# [EXERCISE]
Give again, exactly as written, each line of the material below starting at the line that contains "pinky dip: (371, 170)" and ending at the line that contains "middle mcp: (552, 320)". Both ends count, and no other line does.

# [INPUT FOR THIS TASK]

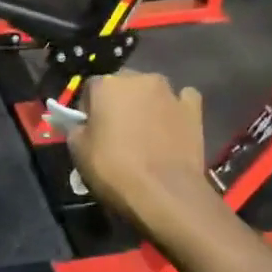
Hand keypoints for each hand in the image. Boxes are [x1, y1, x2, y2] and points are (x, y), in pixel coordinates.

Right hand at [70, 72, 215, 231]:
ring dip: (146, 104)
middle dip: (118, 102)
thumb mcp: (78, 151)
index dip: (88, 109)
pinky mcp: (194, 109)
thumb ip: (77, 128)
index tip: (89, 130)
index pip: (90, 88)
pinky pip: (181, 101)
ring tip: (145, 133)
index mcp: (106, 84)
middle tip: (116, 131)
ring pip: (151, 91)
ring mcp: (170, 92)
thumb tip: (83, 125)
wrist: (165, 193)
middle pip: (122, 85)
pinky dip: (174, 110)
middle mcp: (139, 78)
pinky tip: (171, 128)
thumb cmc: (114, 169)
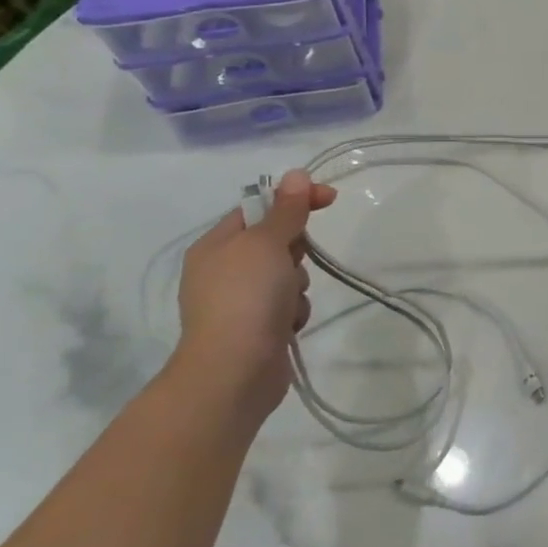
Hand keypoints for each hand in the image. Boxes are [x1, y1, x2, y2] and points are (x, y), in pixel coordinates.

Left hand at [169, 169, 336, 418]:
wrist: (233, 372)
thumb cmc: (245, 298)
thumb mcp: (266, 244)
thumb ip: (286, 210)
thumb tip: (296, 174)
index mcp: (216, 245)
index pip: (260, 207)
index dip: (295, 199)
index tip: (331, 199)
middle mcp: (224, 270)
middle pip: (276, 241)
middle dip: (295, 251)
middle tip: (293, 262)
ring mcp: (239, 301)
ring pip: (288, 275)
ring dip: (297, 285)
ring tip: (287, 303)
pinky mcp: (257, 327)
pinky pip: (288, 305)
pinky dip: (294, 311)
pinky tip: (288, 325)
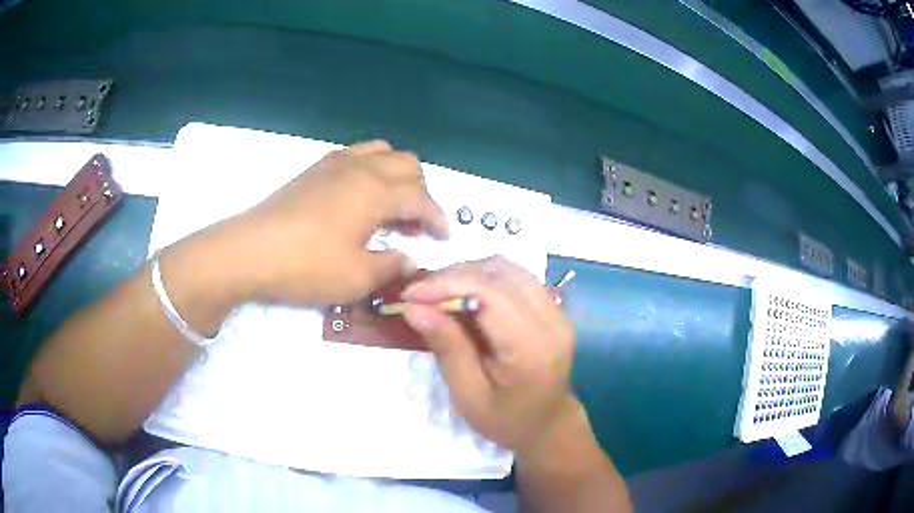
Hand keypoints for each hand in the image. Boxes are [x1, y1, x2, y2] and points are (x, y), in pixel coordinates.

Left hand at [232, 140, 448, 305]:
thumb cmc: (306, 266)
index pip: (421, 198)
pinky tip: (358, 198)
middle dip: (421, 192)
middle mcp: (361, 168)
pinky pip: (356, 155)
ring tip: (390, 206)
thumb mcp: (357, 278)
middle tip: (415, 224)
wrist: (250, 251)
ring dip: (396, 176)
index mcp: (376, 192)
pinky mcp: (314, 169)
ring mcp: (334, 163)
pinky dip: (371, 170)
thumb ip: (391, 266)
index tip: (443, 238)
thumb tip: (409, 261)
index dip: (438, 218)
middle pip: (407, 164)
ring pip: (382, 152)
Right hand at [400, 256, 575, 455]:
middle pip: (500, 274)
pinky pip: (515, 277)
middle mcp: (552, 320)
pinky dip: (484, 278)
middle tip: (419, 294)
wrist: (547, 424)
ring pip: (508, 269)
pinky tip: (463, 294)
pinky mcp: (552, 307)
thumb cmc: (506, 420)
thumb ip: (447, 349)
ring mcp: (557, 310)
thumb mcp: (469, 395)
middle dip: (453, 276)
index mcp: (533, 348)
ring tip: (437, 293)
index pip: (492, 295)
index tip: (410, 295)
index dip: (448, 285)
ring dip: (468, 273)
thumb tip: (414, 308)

# [WRITTEN ANSWER]
pinky dip: (371, 170)
thumb ip: (391, 266)
index tip: (443, 238)
thumb tip: (409, 261)
index dip: (438, 218)
middle pip: (407, 164)
ring pip: (382, 152)
Right hand at [400, 256, 575, 455]:
middle pip: (500, 274)
pinky pip: (515, 277)
middle mcp: (552, 320)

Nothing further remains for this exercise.